Overview
Called "the flour of Cities all," London has long been understood
through the poetry it has inspired. Now poet Mark Ford has assembled the
most capacious and wide-ranging anthology of poems about London to
date, from Chaucer to Wordsworth to the present day, providing a
chronological tour of urban life and of English literature. Nearly all
of the major poets of British literature have left some poetic record of
London: Chaucer, Spenser, Shakespeare, Donne, Milton, Dryden, Pope,
Johnson, Wordsworth, Keats, Byron, and T. S. Eliot. Ford goes well
beyond these figures, however, to gather significant verse of all kinds,
from Jacobean city comedies to nursery rhymes, from topical satire to
anonymous ballads.

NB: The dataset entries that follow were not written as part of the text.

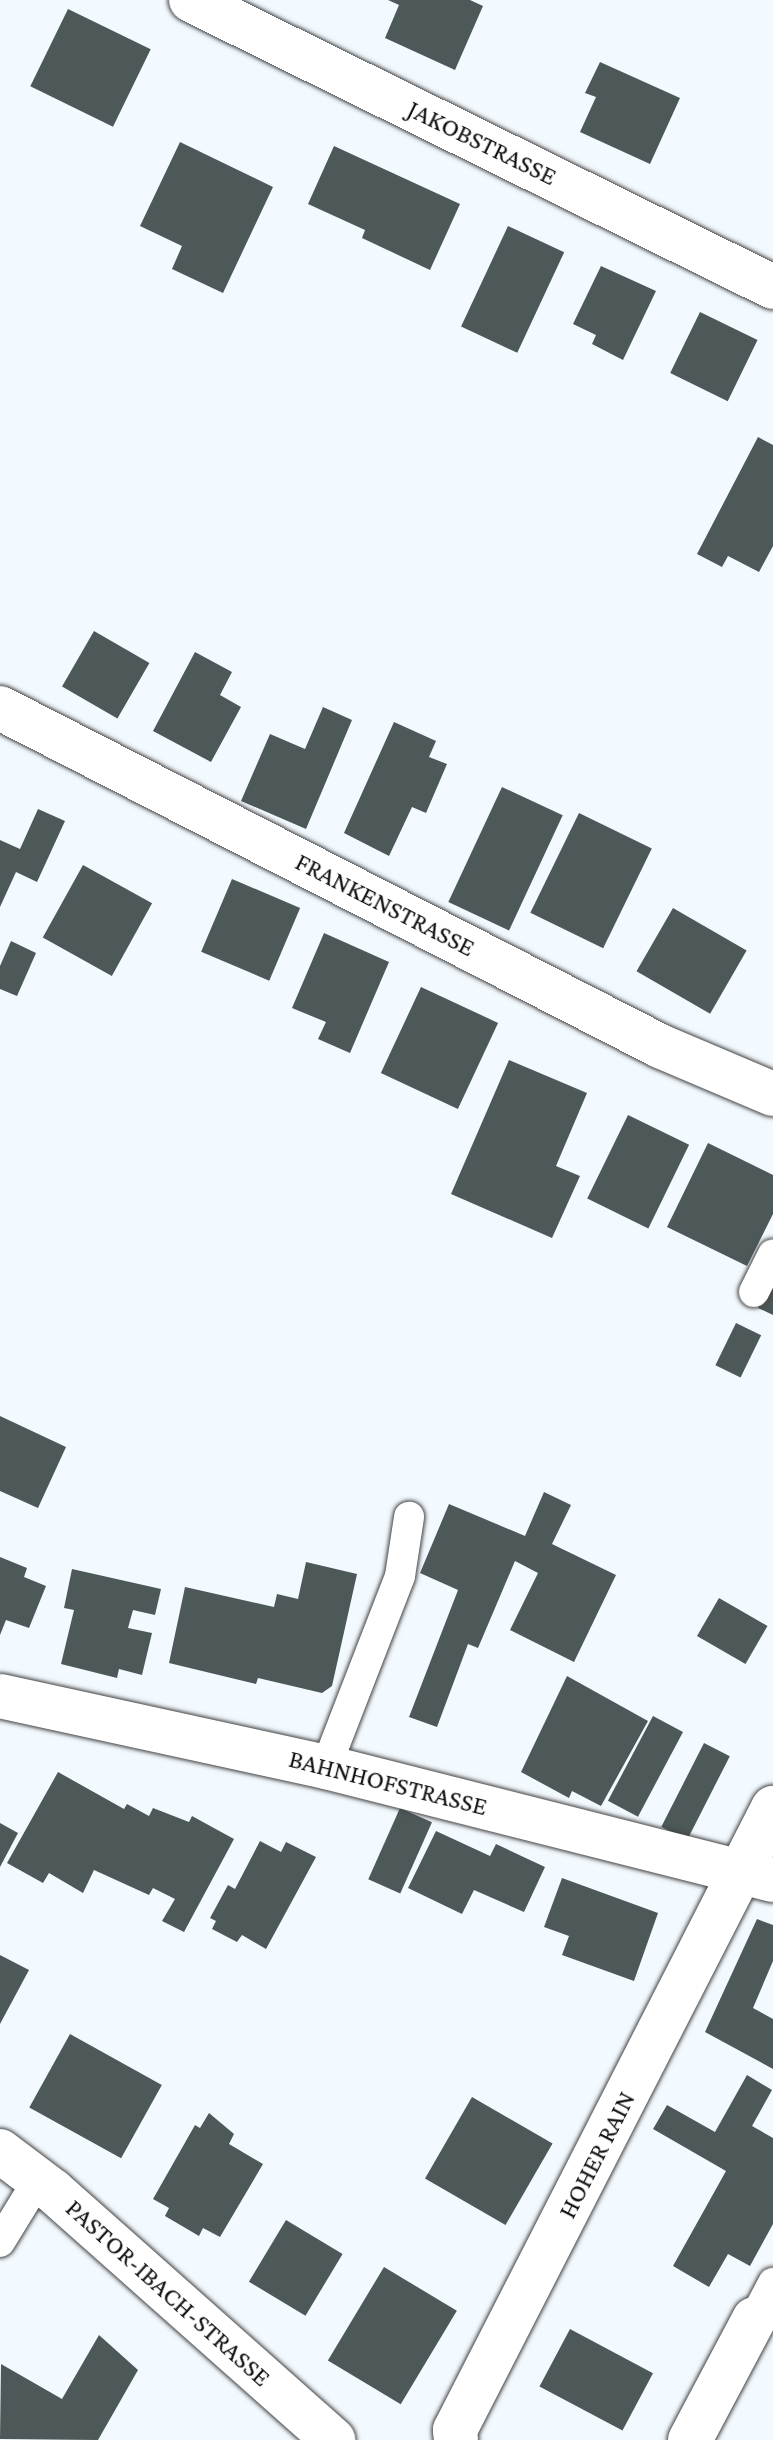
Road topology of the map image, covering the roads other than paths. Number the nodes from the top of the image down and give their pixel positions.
1 (191, 0) edge
2 (773, 287) edge
3 (0, 708) edge
4 (773, 1094) edge
5 (773, 1254) edge
6 (754, 1292) dead end
7 (409, 1517) dead end
8 (0, 1696) edge
9 (326, 1767) junction
10 (773, 1808) edge
11 (758, 1876) edge
12 (0, 2151) edge
13 (38, 2180) junction
14 (0, 2242) edge
15 (763, 2301) edge
16 (333, 2440) edge
17 (456, 2440) edge
18 (690, 2440) edge

1 - 2 street, JAKOBSTRASSE
3 - 4 street, FRANKENSTRASSE
5 - 6 lane
7 - 9 lane
8 - 9 street, BAHNHOFSTRASSE
9 - 11 street, BAHNHOFSTRASSE
10 - 11 street, HOHER RAIN
11 - 17 street, HOHER RAIN
12 - 13 street, PASTOR-IBACH-STRASSE
13 - 14 lane
13 - 16 street, PASTOR-IBACH-STRASSE
15 - 18 street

The result is a cultural history of the city in
verse, one that represents all classes of London's population over some
seven centuries, mingling the high and low, the elegant and the
salacious, the courtly and the street smart. Many of the poems respond
to large events in the city's history - the beheading of Charles I, the
Great Fire, the Blitz - but the majority reflect the quieter routines
and anxieties of everyday life through the centuries.
Ford's selections are arranged chronologically, thus preserving a sense
of the strata of the capital's history. An introductory essay by the
poet explores in detail the cultural, political, and aesthetic
significance of the verse inspired by this great city. The result is a
volume as rich and vibrant and diverse as London itself.